Donald Trump is expected to use his Thursday night Trump address to revisit his false claims about the 2020 election after teasing “really big news.” He also said, “it doesn’t get bigger, because without free and fair elections, you don’t have a country.”
The speech comes as he tries again in his second term to use the levers of power to rewrite the history of 2020. Election experts fear another round of falsehoods before a national audience.
Jay Clayton Hearing
On Wednesday, Trump nominee Jay Clayton told his confirmation hearing that Joe Biden “had the most electoral votes” and “was declared the winner.” When Mark Kelly pressed him on who won, Clayton replied, “That’s your characterization,” then said, “I’m not going to continue to do this.”

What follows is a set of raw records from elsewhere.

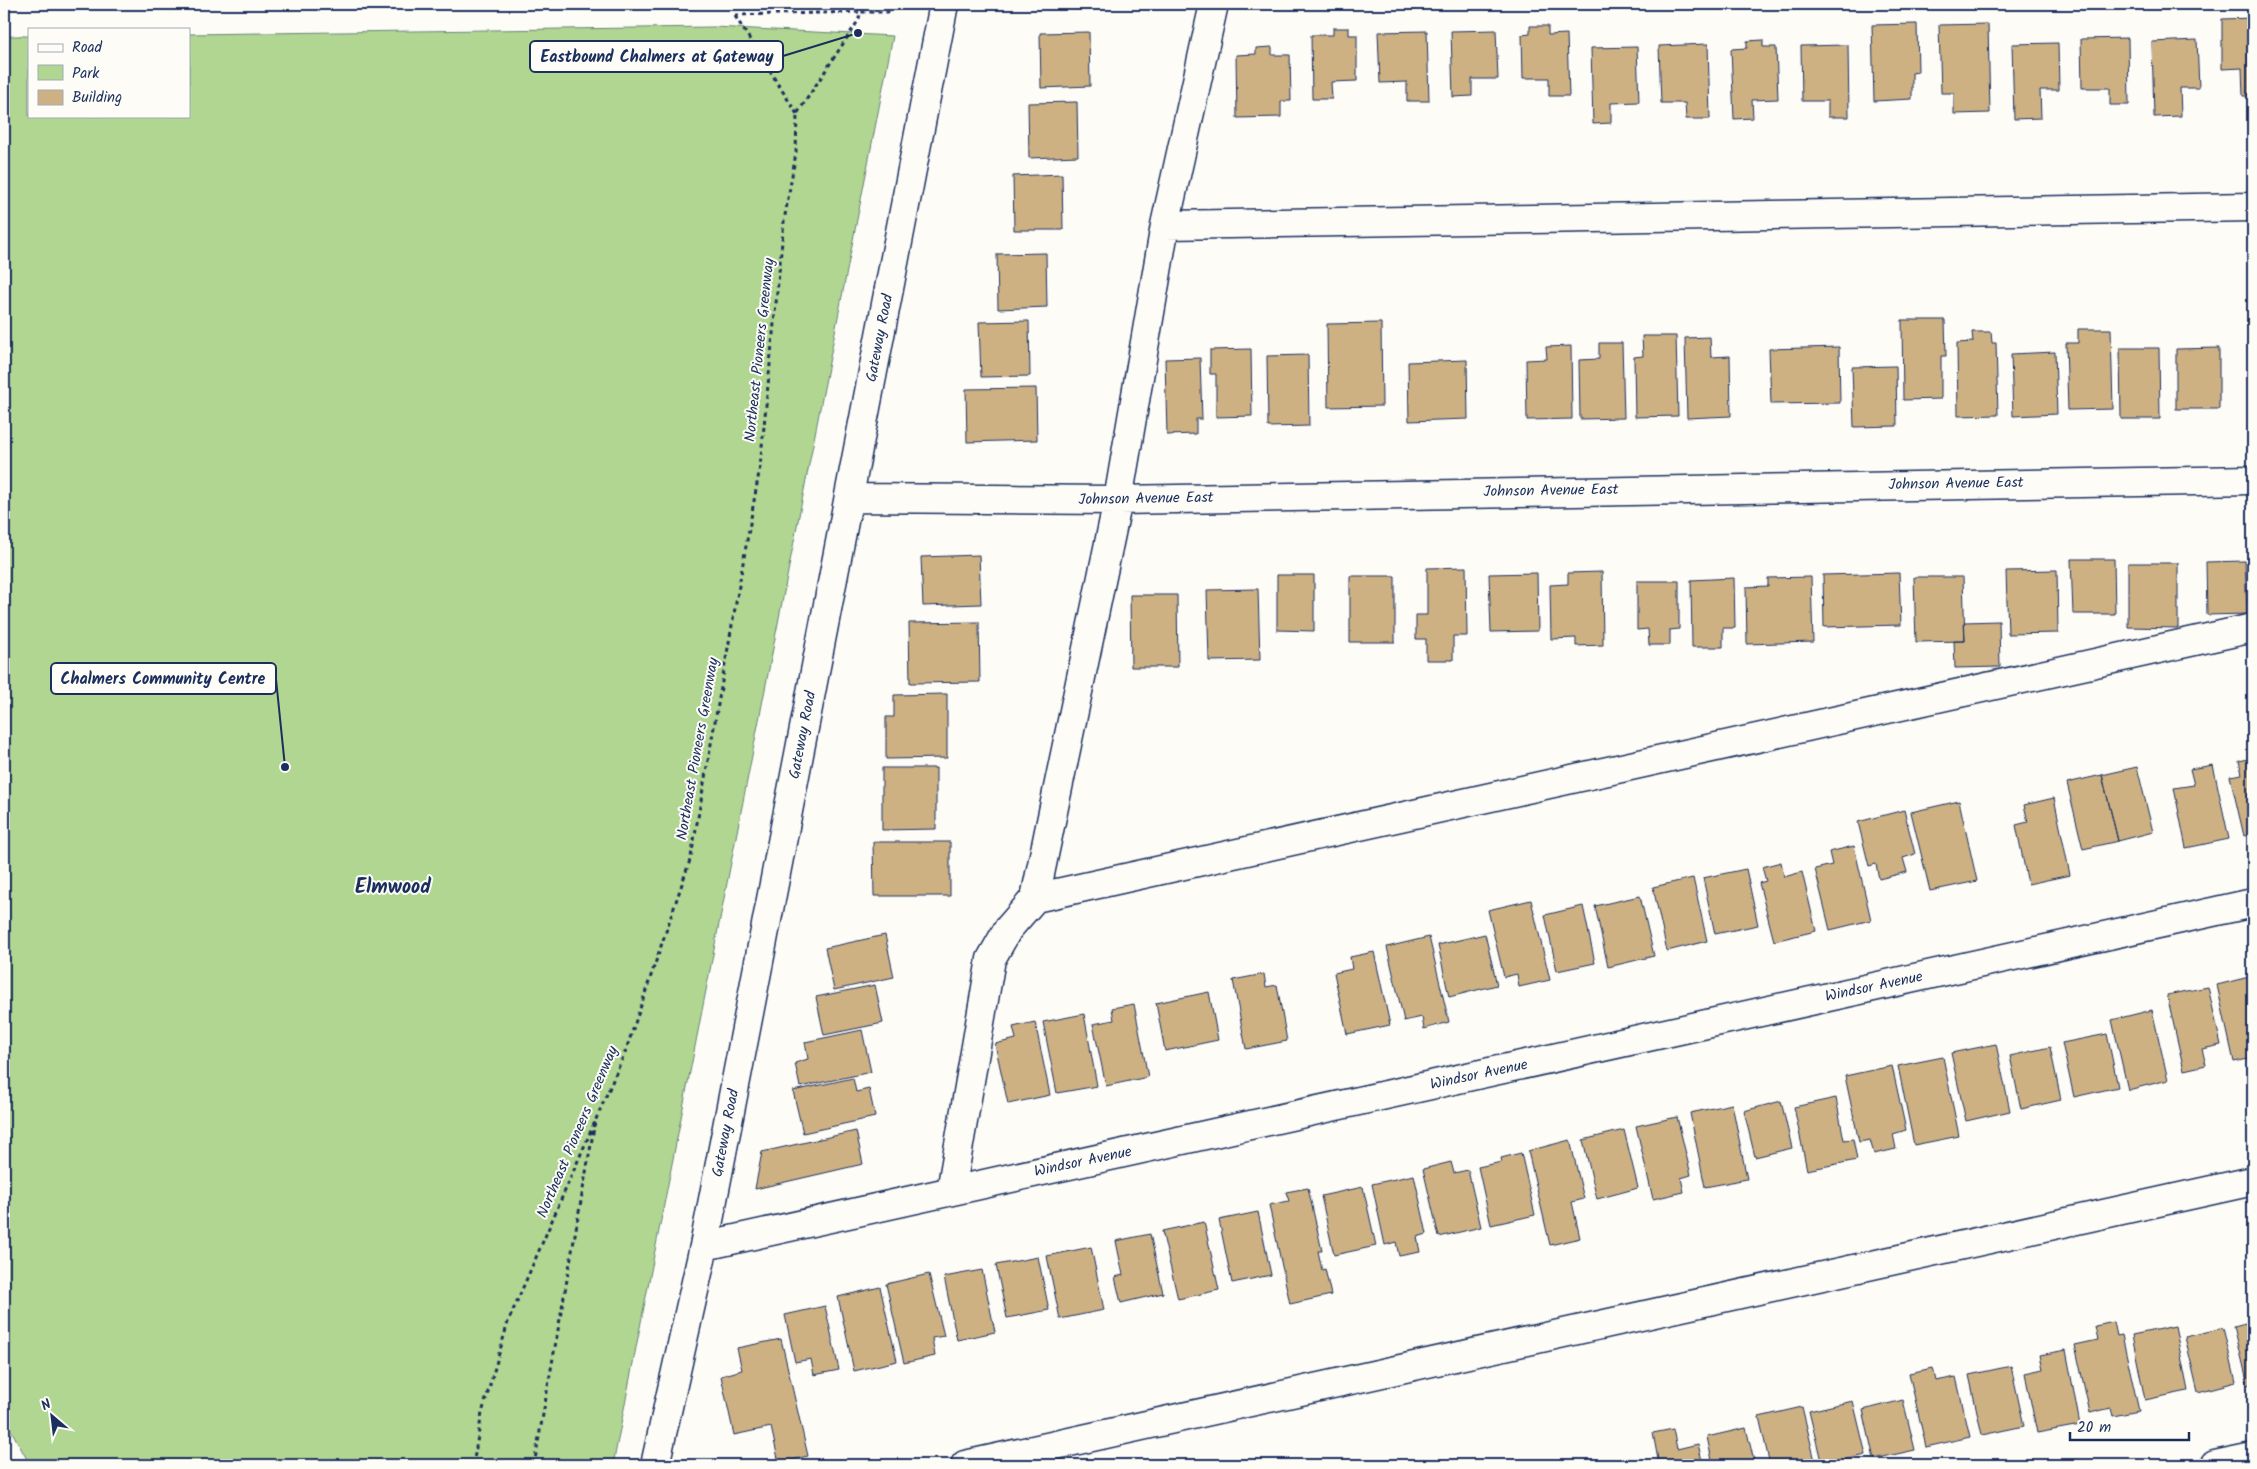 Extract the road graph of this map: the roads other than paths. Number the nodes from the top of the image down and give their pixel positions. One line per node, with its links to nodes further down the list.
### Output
1 (944, 4): 6 (street, Gateway Road)
2 (1214, 4): 4 (street)
3 (2253, 207): 4 (street)
4 (1165, 225): 7 (street)
5 (2253, 480): 7 (street, Johnson Avenue East)
6 (849, 498): 7 (street, Johnson Avenue East); 13 (street, Gateway Road)
7 (1118, 500): 9 (street)
8 (2253, 628): 9 (street)
9 (1035, 898): 12 (street)
10 (2253, 903): 12 (street, Windsor Avenue)
11 (2253, 1181): 16 (street)
12 (951, 1191): 13 (street, Windsor Avenue)
13 (704, 1246): 15 (street, Gateway Road)
14 (2253, 1457): 17 (street)
15 (655, 1465)
16 (965, 1465)
17 (2215, 1465)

Clayton is Trump’s nominee to become the next national intelligence director, and his exchange showed how the 2020 race still shadows Trump’s personnel choices. Many of Trump’s nominees have refused to directly answer who won in 2020, instead saying that Biden became president.
Trump Allies And 2020
In the weeks after Trump lost to Joe Biden in 2020, people Trump appointed to run the Department of Justice, cybersecurity agencies and intelligence departments said the election was fair, legitimate and free of major fraud or foreign interference. That record sits alongside Trump’s current effort to recast the same election through a primetime address.
He has already appointed loyalists who have echoed his false claims that the election was stolen, and he has embraced conspiracy theories about an international cabal that penetrated U.S. voting machines. Those claims have led to libel suits against Trump’s allies when they repeated them.
Trump Address On Thursday
The immediate next step is the Thursday night speech itself, where Trump is expected to speak from the White House. Readers should watch for whether he offers an actual new announcement or simply returns to the same claim set he has used since 2020. Trump Addresses The Nation on Declassified 2020 Election Files
For now, the practical takeaway is simple: Trump has signaled a national address centered on election legitimacy, and the surrounding record already shows how often that message has collided with findings from his own appointees. The address is likely to put those competing claims in front of voters again, with Clayton’s hearing offering a fresh example of how his nominees are being forced to answer the question he keeps raising.